We need to take up arms against our enemy. The Jews called for cruel revenge on those who made them captive; they were pleased to smash their babies against stones.

Which babies should we remember?

Hell has its own fiends, its own children, its own babies. There are many demons that destroy us and torment us. And these fiends of hell, these children of Satan, are those babies whom we need to smash against stones, crush their heads, so that they are not among us. This is our fight against demons, evil, wickedness, untruth. With all our strength we must take up arms against them. And blessed are those of us who smash these fiends of hell against the stones.

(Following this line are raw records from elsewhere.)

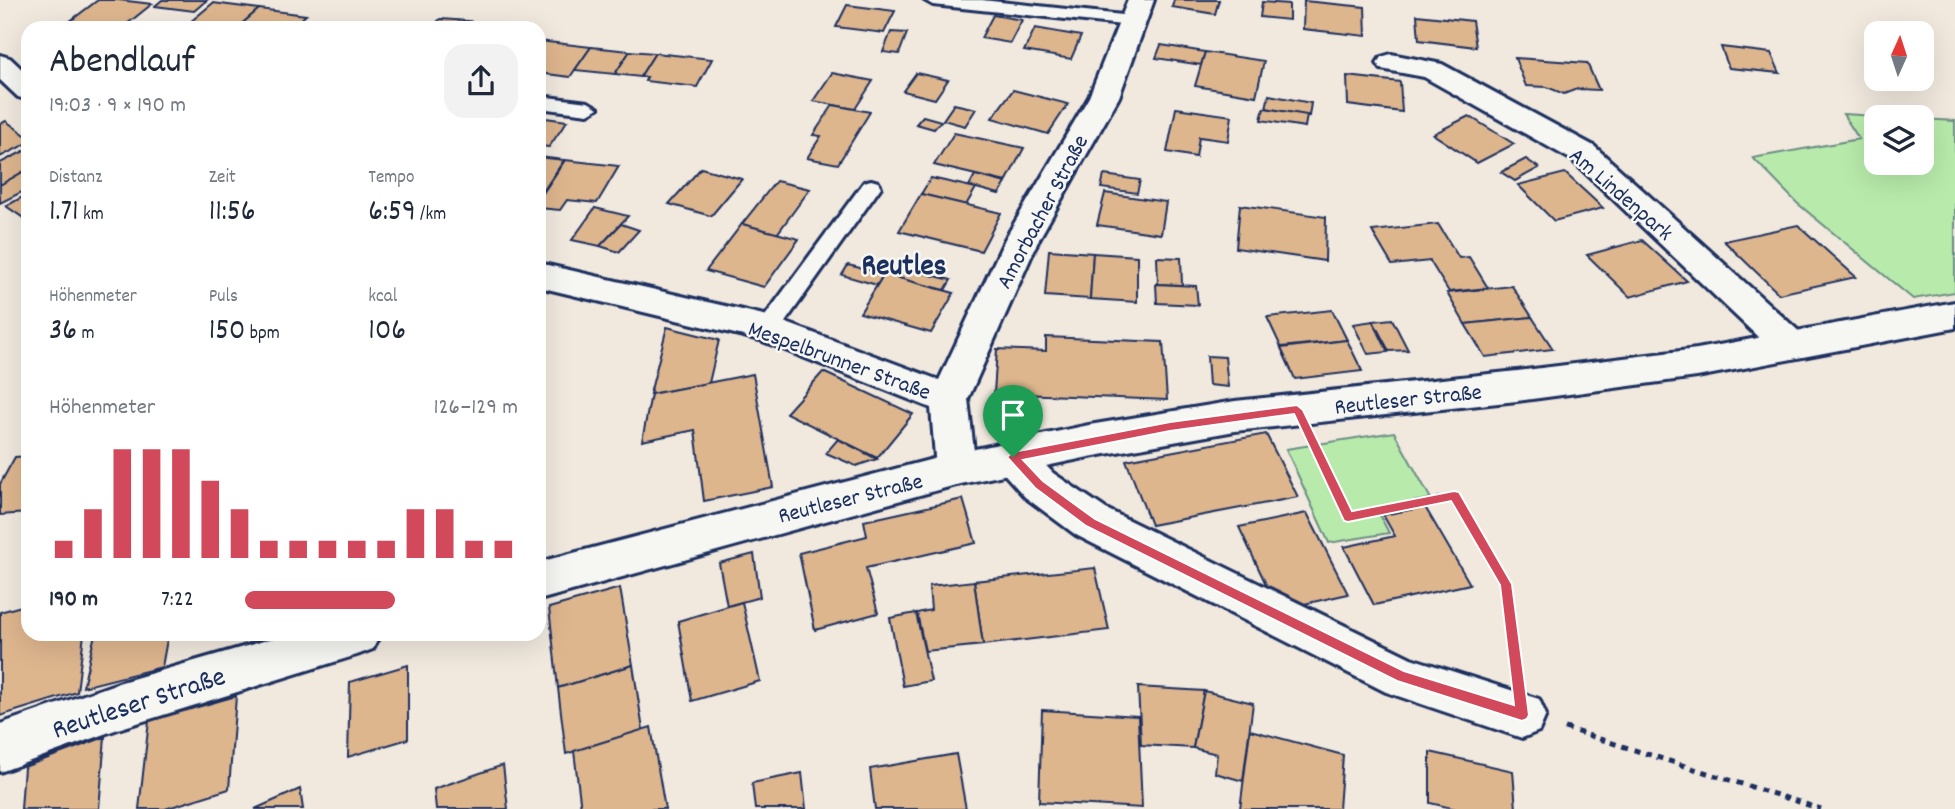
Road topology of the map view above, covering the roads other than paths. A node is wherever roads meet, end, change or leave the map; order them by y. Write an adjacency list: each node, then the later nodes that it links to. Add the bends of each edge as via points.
1 (933, 0): 2 (lane, Amorbacher Straße)
2 (1136, 11): 13 (street, Amorbacher Straße, via 1104,97 1022,239)
3 (1391, 63): 12 (street, Am Lindenpark, via 1432,70 1583,153)
4 (0, 64): 5 (street)
5 (21, 84)
6 (546, 103): 7 (lane)
7 (588, 108)
8 (871, 187): 11 (lane)
9 (546, 277): 11 (street, Mespelbrunner Straße)
10 (1955, 316): 12 (street, Reutleser Straße)
11 (768, 329): 13 (street, Mespelbrunner Straße)
12 (1790, 345): 14 (street, Reutleser Straße, via 1698,363 1170,426)
13 (949, 399): 15 (street, Mespelbrunner Straße)
14 (1013, 457): 15 (street, Reutleser Straße); 18 (street, via 1039,485 1091,523 1402,677)
15 (956, 469): 16 (street, Reutleser Straße)
16 (546, 579)
17 (334, 641): 19 (street, Reutleser Straße, via 131,702)
18 (1522, 715)
19 (0, 748)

This is another reminder to us who are embarking on the path of Great Lent, a reminder that we must always be in the fight against the fiends of hell, to destroy everything that interferes with our salvation: our passions, our uncleanness.

We must remember what we heard today in the Apostolic reading, we must remember that our bodies are temples of the Holy Spirit, that we do not dare to desecrate these temples with coarse passions, starting with the most shameful, fornicating passion.

This reminds us of the Parable of the Prodigal Son, and the Apostolic reading, and the Psalm “By the rivers of Babylon...”.

Remember this always, never forget. Amen.